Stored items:
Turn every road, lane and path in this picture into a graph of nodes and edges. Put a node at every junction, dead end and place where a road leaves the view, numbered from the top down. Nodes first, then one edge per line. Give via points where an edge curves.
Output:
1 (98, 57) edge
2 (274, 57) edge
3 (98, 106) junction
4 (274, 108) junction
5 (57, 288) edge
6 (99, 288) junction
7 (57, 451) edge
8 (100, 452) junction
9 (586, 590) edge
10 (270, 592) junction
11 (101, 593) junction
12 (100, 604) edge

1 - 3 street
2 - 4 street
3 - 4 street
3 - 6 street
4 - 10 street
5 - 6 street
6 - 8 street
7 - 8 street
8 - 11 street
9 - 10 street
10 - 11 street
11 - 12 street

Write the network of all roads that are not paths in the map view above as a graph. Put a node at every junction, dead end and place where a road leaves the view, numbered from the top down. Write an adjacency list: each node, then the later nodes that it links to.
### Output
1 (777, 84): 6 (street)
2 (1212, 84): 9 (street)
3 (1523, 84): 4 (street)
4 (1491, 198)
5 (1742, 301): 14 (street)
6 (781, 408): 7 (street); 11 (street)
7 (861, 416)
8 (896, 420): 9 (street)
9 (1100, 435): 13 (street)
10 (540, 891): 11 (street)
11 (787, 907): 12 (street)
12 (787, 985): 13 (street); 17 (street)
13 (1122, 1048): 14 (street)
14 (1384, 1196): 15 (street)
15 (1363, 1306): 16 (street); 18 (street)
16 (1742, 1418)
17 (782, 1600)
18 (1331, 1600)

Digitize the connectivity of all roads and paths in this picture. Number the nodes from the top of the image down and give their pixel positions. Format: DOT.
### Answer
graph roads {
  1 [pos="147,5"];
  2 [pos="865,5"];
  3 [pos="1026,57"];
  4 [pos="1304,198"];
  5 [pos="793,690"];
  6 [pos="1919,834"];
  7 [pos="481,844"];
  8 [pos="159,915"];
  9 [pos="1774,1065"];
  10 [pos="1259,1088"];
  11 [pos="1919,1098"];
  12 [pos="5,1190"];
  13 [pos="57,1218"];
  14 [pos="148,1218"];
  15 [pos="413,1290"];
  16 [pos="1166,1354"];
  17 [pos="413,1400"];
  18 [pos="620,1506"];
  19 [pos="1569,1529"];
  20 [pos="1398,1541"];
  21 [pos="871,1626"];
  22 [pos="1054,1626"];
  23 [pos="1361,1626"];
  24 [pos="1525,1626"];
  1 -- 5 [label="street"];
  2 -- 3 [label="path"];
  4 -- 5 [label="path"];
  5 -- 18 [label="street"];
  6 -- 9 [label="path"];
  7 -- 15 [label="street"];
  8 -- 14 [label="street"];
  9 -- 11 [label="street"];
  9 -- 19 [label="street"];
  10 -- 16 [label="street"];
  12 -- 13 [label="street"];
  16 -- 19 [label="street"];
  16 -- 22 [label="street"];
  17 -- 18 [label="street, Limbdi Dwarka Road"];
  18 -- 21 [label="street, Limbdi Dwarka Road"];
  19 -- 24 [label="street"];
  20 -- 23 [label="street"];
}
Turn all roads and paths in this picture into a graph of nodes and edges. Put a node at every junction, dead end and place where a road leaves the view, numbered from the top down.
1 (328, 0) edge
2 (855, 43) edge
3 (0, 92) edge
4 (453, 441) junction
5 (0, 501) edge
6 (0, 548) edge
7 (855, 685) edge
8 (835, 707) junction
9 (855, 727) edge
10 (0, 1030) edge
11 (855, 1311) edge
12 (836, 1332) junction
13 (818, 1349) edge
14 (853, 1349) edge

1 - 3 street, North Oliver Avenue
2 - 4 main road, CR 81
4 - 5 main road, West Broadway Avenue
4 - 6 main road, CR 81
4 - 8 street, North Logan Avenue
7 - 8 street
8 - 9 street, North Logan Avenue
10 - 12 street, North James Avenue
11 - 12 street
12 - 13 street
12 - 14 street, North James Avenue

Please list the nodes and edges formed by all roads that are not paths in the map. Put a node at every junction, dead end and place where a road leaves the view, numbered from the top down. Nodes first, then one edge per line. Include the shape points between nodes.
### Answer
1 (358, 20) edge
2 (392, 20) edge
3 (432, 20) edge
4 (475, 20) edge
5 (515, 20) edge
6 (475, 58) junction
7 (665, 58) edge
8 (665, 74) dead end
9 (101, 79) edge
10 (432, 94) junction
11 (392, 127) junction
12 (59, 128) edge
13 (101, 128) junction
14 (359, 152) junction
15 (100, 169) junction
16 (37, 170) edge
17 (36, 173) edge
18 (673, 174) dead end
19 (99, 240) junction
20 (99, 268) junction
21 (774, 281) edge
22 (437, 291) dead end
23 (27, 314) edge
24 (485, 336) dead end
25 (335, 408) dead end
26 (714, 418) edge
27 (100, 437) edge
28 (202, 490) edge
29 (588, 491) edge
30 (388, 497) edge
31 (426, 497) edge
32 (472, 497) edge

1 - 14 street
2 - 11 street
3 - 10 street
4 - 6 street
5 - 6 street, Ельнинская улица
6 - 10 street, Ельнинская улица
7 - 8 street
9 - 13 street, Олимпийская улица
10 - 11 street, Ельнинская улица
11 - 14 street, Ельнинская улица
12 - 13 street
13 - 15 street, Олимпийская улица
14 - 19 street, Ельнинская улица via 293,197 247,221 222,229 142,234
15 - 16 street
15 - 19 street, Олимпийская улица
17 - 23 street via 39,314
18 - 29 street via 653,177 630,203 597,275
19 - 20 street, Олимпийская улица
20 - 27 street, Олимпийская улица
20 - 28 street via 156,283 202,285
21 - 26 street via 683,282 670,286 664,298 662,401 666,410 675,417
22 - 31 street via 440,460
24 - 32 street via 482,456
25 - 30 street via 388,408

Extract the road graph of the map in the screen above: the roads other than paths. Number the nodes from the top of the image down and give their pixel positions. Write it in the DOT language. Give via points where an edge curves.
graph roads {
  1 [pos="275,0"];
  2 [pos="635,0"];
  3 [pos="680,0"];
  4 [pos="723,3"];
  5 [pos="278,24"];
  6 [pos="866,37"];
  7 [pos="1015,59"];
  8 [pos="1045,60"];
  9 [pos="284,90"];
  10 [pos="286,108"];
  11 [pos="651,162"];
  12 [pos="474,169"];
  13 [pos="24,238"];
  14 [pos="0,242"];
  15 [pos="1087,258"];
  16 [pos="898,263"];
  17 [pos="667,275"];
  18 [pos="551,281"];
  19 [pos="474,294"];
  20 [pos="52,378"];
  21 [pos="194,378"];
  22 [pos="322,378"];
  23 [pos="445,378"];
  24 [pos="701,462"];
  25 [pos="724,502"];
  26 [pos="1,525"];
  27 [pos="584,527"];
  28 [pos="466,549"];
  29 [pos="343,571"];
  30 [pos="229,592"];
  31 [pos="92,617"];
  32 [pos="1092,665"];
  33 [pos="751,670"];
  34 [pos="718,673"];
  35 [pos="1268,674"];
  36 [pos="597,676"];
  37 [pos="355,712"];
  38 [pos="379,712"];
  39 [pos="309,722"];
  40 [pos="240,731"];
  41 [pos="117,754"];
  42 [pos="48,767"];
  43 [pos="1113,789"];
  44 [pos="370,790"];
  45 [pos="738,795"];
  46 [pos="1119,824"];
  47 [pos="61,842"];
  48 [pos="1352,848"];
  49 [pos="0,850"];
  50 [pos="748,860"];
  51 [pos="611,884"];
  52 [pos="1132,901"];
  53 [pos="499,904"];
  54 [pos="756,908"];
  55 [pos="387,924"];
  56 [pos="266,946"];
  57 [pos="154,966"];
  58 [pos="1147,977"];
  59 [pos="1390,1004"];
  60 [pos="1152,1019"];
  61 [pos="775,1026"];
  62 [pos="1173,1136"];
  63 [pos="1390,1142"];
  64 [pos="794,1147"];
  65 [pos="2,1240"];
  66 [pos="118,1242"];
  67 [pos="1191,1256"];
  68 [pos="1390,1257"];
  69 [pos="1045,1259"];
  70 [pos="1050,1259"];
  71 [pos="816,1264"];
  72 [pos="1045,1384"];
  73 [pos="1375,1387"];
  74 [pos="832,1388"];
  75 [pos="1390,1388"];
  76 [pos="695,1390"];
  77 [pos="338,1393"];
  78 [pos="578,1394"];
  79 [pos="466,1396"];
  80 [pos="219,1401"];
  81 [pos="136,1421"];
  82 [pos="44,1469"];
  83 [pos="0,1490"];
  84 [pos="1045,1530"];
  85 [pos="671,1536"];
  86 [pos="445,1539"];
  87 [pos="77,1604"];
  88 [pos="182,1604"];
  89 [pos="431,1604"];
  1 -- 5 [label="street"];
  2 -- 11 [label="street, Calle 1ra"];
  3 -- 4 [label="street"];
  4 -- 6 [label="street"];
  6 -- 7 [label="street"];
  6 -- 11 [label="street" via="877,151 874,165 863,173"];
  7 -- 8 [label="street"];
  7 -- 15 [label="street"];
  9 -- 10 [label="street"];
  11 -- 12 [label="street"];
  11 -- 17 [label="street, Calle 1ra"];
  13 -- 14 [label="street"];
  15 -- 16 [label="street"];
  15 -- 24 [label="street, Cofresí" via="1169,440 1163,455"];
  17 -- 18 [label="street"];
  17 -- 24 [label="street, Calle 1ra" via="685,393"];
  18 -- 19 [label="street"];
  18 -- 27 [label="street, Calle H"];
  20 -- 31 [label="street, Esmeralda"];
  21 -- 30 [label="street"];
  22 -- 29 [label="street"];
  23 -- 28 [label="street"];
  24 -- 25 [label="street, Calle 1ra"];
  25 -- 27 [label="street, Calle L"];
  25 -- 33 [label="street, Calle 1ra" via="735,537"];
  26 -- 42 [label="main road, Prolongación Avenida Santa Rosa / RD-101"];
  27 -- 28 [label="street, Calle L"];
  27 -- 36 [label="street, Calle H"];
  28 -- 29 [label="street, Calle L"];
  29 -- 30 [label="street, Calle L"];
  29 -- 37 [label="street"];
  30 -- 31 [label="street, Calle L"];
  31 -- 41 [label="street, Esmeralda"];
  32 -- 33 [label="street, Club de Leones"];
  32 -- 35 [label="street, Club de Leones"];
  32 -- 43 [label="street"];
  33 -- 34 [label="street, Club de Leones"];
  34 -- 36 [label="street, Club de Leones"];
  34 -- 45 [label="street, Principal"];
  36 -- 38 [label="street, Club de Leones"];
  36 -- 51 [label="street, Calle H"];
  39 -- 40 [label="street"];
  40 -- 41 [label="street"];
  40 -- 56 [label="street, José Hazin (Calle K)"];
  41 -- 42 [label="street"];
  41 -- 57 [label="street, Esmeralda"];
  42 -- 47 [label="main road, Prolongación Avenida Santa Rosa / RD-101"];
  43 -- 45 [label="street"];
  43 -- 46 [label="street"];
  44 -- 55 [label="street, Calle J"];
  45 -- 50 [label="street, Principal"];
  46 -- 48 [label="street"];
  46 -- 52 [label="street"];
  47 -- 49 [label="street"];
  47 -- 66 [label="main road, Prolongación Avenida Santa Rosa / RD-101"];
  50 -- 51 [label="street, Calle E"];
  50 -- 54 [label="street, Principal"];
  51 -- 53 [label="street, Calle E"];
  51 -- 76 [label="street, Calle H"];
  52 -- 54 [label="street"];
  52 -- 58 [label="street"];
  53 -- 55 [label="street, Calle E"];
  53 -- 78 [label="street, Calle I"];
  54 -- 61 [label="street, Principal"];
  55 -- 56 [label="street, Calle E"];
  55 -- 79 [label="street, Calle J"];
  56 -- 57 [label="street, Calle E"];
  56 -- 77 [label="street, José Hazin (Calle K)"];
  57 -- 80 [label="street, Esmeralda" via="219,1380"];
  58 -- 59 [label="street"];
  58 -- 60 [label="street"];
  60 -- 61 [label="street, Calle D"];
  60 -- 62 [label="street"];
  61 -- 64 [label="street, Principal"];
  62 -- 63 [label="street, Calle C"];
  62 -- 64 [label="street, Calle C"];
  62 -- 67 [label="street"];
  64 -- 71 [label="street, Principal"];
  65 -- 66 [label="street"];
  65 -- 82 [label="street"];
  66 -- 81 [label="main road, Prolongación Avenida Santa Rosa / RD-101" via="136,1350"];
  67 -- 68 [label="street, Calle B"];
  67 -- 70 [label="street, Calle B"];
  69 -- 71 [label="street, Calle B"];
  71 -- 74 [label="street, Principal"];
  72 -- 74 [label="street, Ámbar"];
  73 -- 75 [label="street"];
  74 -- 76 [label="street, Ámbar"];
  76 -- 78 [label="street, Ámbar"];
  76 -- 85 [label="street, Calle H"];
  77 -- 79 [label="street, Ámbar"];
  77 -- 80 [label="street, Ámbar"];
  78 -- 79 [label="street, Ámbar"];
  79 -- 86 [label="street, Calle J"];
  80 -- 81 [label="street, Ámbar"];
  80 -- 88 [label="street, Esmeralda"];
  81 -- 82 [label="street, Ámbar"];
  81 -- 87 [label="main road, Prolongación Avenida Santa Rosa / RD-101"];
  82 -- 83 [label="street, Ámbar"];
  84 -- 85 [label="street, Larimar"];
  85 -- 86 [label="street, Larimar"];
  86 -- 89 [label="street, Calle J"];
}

_Your objective_:
Among the lines above, return those that contain the string "James".

_Task output_:
10 - 12 street, North James Avenue
12 - 14 street, North James Avenue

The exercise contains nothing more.